● DATA SUPPLIED
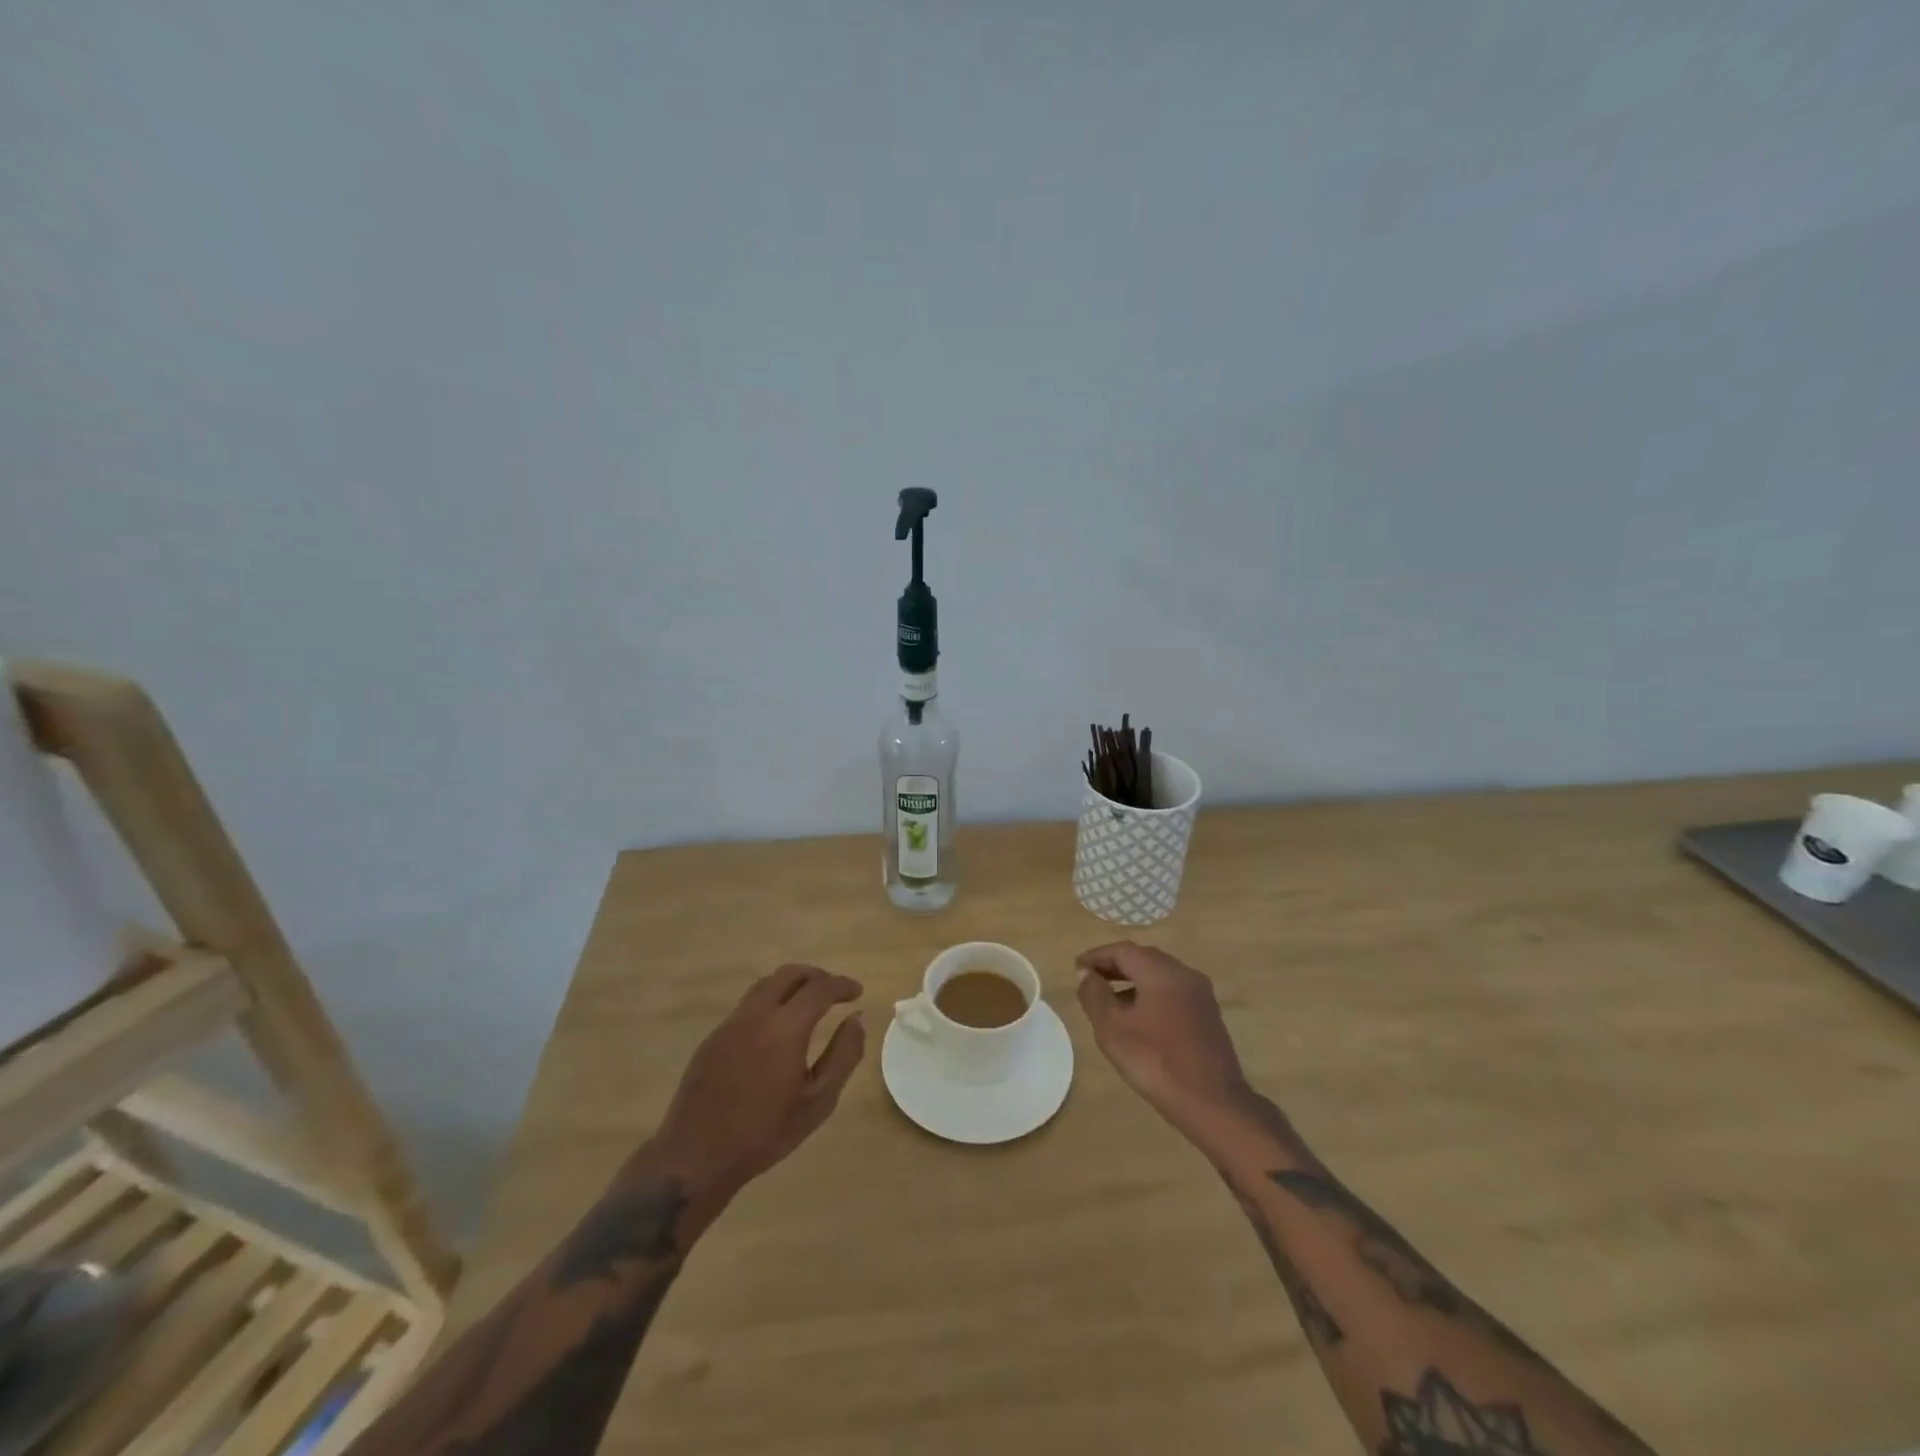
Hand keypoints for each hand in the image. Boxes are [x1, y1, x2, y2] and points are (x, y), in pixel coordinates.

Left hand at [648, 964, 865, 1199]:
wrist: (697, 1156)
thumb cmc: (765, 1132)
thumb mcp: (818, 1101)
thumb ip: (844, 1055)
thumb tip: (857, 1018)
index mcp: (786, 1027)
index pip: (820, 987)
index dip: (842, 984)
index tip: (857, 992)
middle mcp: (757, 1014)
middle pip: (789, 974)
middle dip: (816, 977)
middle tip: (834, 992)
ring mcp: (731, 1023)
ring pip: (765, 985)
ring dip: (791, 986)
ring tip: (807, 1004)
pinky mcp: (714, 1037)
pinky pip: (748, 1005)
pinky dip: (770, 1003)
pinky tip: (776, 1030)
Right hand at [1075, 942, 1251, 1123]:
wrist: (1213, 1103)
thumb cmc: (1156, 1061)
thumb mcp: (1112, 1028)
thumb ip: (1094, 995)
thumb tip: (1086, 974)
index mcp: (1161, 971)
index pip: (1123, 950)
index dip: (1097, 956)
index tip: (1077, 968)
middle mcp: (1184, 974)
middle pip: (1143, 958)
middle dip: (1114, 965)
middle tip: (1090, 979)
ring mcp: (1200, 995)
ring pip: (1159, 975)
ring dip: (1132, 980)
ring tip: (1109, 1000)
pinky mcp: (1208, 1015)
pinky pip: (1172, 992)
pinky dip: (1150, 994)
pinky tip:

● WHAT YOU NEED TO DO
Could the data be reproduced exactly, with the pictures omitted?

● YOUR RESPONSE
Hand keypoints for each hand in the image. Boxes are [x1, y1, x2, y2] and points are (x, y), in pixel coordinates.

Left hand at [648, 964, 865, 1199]:
wrist: (697, 1156)
thumb cmc: (765, 1132)
thumb mcp: (818, 1101)
thumb ip: (844, 1055)
thumb tip: (857, 1018)
index mcp: (786, 1027)
index pip: (820, 987)
index dip: (842, 984)
index tip: (857, 992)
middle mcp: (757, 1014)
middle pip: (789, 974)
middle dip: (816, 977)
middle tip: (834, 992)
ring mcp: (731, 1023)
ring pip: (765, 985)
ring dip: (791, 986)
ring tip: (807, 1004)
pinky mcp: (714, 1037)
pinky pip: (748, 1005)
pinky dip: (770, 1003)
pinky tip: (776, 1030)
Right hand at [1075, 942, 1251, 1123]:
wrist: (1213, 1103)
thumb cmc: (1156, 1061)
thumb mcp: (1112, 1028)
thumb ip: (1094, 995)
thumb tip: (1086, 974)
index mcp: (1161, 971)
index pip: (1123, 950)
index dip: (1097, 956)
index tip: (1077, 968)
middle mcp: (1184, 974)
middle pip: (1143, 958)
middle dip: (1114, 965)
middle tip: (1090, 979)
ring mcp: (1200, 995)
ring pip: (1159, 975)
ring dip: (1132, 980)
ring tip: (1109, 1000)
pinky mcp: (1208, 1015)
pinky pip: (1172, 992)
pinky dip: (1150, 994)
pinky tip:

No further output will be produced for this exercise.